In 2018, Minneapolis became the first major city in the US to end single-family zoning (which had covered almost 75% of their residential land), by allowing duplexes and triplexes in every neighborhood, as well as higher-density housing along transit lines. By allowing triplexes in all neighborhoods their intention is to give all people opportunity to move to neighborhoods with good schools or jobs, as well as to increase affordability, reduce displacement of lower-income residents, and increase both the economic and racial diversity of neighborhoods.

==== Oregon ====
On July 2, 2019, the State of Oregon passed House Bill 2001, requiring medium cities (more than 10,000 people) to allow duplexes in areas zoned for single-family homes and large cities (more than 25,000 people or more than 1,000 people if they are in the Portland metropolitan area) to allow duplexes, triplexes, fourplexes, cottage court apartments, and townhouses in areas zoned for single-family homes. It went into effect on July 30, 2021, for medium cities and will go into effect July 30, 2022, for large cities. Almost 70% of the state (approximately 2.8 million people) lives in a city affected by the bill, and most of those live in a city affected by the provisions for large cities.

==== Texas ====
In December 2023, Austin, Texas' city council voted to allow up to three homes on every lot, effectively ending single-family zoning in the city.

==== Virginia ====

In August 2021, Charlottesville, Virginia's planning commission started investigating the idea of reducing some of their exclusionary zoning rules (particularly single-family zoning) to allow for more housing affordability, where working-class Black residents have been disproportionately displaced to surrounding communities.

==== Washington ====
In 2023, the State of Washington passed House Bill 1110, which banned single-family zoning in medium to large cities statewide. The bill stipulates that cities with a population higher than 25,000 must allow duplexes on all residential lots, and cities with a population higher than 75,000 must allow fourplexes on all residential lots. Two additional units must be allowed for properties within 1/4 mi of a major transit stop and properties that include sufficient affordable units. The bill was signed into law by governor Jay Inslee on May 8, 2023.

=== Canada ===

Gentle densification has been proposed in cities including Edmonton, where zoning laws have been unchanged for over 60 years. Upzoning would allow for different forms of development with greater density and height including semi-detached, row housing, backyard houses, and three-storey apartments.

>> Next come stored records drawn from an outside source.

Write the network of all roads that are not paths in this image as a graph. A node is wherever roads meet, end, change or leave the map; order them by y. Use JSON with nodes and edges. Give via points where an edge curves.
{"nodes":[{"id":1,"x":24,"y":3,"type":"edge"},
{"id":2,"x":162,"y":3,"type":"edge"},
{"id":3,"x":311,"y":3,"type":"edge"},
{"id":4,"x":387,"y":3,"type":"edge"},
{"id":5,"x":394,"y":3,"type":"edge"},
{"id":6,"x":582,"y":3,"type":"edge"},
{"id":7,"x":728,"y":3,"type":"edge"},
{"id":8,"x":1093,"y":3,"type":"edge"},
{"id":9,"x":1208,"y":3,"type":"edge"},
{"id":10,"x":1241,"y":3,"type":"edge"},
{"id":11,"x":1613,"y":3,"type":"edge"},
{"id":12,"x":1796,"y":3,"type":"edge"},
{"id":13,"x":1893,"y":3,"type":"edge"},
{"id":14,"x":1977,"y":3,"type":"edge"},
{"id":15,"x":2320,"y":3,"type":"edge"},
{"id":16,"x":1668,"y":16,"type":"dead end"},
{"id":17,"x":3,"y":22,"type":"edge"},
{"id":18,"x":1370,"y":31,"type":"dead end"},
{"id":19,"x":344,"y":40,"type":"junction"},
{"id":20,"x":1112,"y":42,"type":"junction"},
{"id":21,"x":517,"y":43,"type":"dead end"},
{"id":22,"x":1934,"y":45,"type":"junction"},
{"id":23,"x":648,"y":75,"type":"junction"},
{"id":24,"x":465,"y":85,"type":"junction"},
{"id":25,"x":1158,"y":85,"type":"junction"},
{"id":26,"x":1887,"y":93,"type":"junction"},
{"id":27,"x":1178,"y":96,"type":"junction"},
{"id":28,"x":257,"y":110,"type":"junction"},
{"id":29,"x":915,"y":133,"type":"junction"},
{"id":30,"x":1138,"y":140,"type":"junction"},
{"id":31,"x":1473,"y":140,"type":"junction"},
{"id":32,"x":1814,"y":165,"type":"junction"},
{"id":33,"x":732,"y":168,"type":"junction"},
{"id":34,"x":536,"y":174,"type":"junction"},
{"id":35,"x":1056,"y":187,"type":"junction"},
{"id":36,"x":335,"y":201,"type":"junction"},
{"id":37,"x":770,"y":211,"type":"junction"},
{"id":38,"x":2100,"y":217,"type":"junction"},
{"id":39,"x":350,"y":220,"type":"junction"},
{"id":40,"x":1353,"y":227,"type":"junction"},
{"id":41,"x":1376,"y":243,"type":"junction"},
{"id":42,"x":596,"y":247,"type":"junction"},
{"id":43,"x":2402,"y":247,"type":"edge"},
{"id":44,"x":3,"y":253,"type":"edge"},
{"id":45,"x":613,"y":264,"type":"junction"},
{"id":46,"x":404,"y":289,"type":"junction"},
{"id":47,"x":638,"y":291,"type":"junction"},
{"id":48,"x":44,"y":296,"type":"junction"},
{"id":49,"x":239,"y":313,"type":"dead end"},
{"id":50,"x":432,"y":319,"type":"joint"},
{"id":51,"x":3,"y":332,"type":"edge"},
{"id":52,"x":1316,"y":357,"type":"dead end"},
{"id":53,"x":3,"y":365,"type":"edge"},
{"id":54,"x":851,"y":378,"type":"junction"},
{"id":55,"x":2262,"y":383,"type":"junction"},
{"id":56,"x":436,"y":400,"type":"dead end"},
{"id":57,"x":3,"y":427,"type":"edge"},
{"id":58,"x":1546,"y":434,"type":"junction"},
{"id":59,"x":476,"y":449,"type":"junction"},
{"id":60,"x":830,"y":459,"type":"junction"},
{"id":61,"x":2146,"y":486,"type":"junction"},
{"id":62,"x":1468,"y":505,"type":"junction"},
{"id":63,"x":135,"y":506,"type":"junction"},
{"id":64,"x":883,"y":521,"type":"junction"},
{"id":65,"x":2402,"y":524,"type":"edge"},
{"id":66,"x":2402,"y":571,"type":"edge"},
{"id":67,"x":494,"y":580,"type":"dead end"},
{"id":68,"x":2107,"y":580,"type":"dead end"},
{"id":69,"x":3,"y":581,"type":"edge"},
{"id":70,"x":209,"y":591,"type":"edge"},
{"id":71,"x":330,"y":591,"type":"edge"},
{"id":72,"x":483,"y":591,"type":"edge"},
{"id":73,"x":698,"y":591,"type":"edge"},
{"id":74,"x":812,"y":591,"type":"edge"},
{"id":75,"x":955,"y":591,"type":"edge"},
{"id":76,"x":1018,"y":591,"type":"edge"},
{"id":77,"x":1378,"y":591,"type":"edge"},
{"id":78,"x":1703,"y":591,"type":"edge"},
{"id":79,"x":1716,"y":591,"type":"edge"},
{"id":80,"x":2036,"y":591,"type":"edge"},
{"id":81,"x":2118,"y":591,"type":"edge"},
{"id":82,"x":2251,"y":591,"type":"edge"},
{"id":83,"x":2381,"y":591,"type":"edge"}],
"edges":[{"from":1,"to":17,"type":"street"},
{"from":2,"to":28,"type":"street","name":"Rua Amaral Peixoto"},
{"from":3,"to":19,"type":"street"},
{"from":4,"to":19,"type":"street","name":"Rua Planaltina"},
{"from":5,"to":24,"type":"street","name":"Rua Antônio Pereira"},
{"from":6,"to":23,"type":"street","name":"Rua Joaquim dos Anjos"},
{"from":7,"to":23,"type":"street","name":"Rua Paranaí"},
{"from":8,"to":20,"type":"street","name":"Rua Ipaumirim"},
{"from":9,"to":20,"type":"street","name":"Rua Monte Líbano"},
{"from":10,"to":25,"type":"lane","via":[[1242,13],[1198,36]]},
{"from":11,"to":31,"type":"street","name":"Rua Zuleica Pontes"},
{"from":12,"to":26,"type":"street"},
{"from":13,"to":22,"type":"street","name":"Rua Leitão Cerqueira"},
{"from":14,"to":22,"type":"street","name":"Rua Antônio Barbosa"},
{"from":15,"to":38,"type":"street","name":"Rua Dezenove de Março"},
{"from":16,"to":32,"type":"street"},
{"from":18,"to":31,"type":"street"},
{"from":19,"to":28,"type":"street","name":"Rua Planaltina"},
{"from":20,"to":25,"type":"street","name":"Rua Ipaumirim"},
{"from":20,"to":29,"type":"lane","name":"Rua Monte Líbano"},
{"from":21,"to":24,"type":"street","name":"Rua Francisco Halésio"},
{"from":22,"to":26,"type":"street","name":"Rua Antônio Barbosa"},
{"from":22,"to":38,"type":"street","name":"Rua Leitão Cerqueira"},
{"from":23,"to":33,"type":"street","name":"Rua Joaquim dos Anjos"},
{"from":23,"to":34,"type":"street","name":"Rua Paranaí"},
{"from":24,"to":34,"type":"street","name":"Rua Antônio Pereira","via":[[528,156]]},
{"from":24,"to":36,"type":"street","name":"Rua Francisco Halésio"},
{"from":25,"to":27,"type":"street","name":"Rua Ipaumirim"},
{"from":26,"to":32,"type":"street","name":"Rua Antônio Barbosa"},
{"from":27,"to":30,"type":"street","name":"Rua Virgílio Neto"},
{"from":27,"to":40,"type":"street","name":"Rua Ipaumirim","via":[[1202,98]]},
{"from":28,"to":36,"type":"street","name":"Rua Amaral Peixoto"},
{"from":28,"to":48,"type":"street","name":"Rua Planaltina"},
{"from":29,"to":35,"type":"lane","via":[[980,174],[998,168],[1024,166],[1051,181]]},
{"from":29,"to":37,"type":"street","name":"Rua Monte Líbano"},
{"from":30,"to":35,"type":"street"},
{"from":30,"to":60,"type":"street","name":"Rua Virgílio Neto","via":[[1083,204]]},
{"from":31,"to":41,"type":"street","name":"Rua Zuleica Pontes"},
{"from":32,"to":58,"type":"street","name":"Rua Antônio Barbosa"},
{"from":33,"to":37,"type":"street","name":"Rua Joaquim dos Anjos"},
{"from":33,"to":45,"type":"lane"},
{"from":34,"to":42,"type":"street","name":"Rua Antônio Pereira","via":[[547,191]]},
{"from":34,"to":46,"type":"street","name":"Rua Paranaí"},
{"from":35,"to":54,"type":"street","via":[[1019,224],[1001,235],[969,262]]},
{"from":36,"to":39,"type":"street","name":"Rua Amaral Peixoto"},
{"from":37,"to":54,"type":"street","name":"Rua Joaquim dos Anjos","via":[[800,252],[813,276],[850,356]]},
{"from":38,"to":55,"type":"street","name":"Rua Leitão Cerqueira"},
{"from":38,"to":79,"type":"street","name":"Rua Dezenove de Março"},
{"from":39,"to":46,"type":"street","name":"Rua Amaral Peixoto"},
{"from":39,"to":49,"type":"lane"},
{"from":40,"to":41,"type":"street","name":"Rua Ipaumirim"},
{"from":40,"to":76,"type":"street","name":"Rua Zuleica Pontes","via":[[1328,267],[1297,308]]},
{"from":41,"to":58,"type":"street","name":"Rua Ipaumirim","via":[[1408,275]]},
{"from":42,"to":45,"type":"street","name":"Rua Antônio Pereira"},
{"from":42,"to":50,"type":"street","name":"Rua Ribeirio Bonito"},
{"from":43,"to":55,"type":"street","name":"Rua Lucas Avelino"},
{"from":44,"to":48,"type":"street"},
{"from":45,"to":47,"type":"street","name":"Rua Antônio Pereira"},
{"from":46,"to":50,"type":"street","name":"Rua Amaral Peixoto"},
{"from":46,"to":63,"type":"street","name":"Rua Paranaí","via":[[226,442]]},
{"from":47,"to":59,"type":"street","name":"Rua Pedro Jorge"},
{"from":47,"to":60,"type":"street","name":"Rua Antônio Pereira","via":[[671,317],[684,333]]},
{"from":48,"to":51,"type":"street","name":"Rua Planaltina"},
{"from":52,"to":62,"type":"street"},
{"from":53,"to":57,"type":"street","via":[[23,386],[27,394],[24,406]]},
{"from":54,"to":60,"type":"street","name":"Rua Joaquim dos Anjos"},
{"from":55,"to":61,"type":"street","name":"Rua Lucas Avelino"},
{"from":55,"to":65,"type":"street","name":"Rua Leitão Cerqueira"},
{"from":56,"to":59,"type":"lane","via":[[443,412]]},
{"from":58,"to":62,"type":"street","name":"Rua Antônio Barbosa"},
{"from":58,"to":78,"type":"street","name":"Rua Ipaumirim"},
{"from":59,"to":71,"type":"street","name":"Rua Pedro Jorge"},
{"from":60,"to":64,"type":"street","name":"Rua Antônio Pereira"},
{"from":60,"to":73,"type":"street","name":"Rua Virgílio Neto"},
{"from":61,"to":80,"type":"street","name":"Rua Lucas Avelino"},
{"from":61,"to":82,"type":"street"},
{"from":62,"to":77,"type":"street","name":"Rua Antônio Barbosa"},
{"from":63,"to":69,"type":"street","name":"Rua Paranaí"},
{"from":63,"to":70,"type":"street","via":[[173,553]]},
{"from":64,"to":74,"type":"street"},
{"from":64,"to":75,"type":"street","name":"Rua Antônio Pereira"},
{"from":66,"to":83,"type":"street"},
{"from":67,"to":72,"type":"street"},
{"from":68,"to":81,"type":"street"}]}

The proposed revisions help to idealize the 15-minute city concept. In October 2022, Ontario announced up to three units could be built on a residential property, known as More Homes, Built Faster Act, which would also prevent municipalities from setting restrictions to limit expansion. In May 2023 Toronto approved new zoning laws to accommodate up to four unit multiplexes in neighbourhoods across the city to ease its exclusionary zoning policy, starting with a new height limit of 10 metres to allow for at least three storeys.